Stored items
'''

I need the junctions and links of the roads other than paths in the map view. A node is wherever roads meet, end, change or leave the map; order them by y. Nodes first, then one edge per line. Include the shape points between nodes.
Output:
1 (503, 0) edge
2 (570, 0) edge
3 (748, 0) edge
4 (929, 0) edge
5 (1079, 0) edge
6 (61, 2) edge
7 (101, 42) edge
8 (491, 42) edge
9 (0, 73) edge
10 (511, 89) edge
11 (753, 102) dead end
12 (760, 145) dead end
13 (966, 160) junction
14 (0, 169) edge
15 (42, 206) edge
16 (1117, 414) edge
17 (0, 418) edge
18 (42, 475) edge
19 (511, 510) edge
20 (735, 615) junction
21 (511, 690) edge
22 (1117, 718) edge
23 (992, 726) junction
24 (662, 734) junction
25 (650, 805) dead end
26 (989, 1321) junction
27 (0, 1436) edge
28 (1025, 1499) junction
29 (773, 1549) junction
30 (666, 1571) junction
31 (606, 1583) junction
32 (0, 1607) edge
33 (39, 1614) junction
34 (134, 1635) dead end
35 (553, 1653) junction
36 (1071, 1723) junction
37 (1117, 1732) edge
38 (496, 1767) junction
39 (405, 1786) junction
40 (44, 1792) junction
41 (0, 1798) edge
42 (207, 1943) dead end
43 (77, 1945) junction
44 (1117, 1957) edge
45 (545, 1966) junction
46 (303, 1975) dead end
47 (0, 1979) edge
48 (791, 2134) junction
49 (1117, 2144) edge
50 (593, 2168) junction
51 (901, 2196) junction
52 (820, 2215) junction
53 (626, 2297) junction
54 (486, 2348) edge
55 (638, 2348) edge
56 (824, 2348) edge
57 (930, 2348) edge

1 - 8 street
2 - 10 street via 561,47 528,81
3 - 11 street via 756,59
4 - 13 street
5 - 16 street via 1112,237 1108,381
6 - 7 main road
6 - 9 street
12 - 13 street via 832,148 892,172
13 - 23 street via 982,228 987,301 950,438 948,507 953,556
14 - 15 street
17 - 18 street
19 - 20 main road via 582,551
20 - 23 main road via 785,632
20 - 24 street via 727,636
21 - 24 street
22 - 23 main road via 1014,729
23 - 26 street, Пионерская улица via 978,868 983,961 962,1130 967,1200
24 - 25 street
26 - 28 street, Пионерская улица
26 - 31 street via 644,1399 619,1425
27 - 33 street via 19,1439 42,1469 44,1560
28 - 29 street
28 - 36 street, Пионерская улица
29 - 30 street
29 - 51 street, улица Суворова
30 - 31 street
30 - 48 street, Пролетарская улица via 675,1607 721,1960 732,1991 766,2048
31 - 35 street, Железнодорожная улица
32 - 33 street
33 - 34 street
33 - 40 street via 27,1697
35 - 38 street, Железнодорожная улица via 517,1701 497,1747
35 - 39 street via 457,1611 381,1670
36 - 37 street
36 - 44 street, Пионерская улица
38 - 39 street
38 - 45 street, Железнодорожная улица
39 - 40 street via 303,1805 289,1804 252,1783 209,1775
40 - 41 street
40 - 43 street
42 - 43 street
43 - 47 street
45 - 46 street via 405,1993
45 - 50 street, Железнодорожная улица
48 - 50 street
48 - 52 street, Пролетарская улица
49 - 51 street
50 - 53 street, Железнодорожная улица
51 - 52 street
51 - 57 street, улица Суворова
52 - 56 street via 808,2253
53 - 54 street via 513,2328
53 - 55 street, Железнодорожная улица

'''

PROBLEM STATEMENT: Print out all the entries precisely as written.

WRITTEN ANSWER:
I need the junctions and links of the roads other than paths in the map view. A node is wherever roads meet, end, change or leave the map; order them by y. Nodes first, then one edge per line. Include the shape points between nodes.
Output:
1 (503, 0) edge
2 (570, 0) edge
3 (748, 0) edge
4 (929, 0) edge
5 (1079, 0) edge
6 (61, 2) edge
7 (101, 42) edge
8 (491, 42) edge
9 (0, 73) edge
10 (511, 89) edge
11 (753, 102) dead end
12 (760, 145) dead end
13 (966, 160) junction
14 (0, 169) edge
15 (42, 206) edge
16 (1117, 414) edge
17 (0, 418) edge
18 (42, 475) edge
19 (511, 510) edge
20 (735, 615) junction
21 (511, 690) edge
22 (1117, 718) edge
23 (992, 726) junction
24 (662, 734) junction
25 (650, 805) dead end
26 (989, 1321) junction
27 (0, 1436) edge
28 (1025, 1499) junction
29 (773, 1549) junction
30 (666, 1571) junction
31 (606, 1583) junction
32 (0, 1607) edge
33 (39, 1614) junction
34 (134, 1635) dead end
35 (553, 1653) junction
36 (1071, 1723) junction
37 (1117, 1732) edge
38 (496, 1767) junction
39 (405, 1786) junction
40 (44, 1792) junction
41 (0, 1798) edge
42 (207, 1943) dead end
43 (77, 1945) junction
44 (1117, 1957) edge
45 (545, 1966) junction
46 (303, 1975) dead end
47 (0, 1979) edge
48 (791, 2134) junction
49 (1117, 2144) edge
50 (593, 2168) junction
51 (901, 2196) junction
52 (820, 2215) junction
53 (626, 2297) junction
54 (486, 2348) edge
55 (638, 2348) edge
56 (824, 2348) edge
57 (930, 2348) edge

1 - 8 street
2 - 10 street via 561,47 528,81
3 - 11 street via 756,59
4 - 13 street
5 - 16 street via 1112,237 1108,381
6 - 7 main road
6 - 9 street
12 - 13 street via 832,148 892,172
13 - 23 street via 982,228 987,301 950,438 948,507 953,556
14 - 15 street
17 - 18 street
19 - 20 main road via 582,551
20 - 23 main road via 785,632
20 - 24 street via 727,636
21 - 24 street
22 - 23 main road via 1014,729
23 - 26 street, Пионерская улица via 978,868 983,961 962,1130 967,1200
24 - 25 street
26 - 28 street, Пионерская улица
26 - 31 street via 644,1399 619,1425
27 - 33 street via 19,1439 42,1469 44,1560
28 - 29 street
28 - 36 street, Пионерская улица
29 - 30 street
29 - 51 street, улица Суворова
30 - 31 street
30 - 48 street, Пролетарская улица via 675,1607 721,1960 732,1991 766,2048
31 - 35 street, Железнодорожная улица
32 - 33 street
33 - 34 street
33 - 40 street via 27,1697
35 - 38 street, Железнодорожная улица via 517,1701 497,1747
35 - 39 street via 457,1611 381,1670
36 - 37 street
36 - 44 street, Пионерская улица
38 - 39 street
38 - 45 street, Железнодорожная улица
39 - 40 street via 303,1805 289,1804 252,1783 209,1775
40 - 41 street
40 - 43 street
42 - 43 street
43 - 47 street
45 - 46 street via 405,1993
45 - 50 street, Железнодорожная улица
48 - 50 street
48 - 52 street, Пролетарская улица
49 - 51 street
50 - 53 street, Железнодорожная улица
51 - 52 street
51 - 57 street, улица Суворова
52 - 56 street via 808,2253
53 - 54 street via 513,2328
53 - 55 street, Железнодорожная улица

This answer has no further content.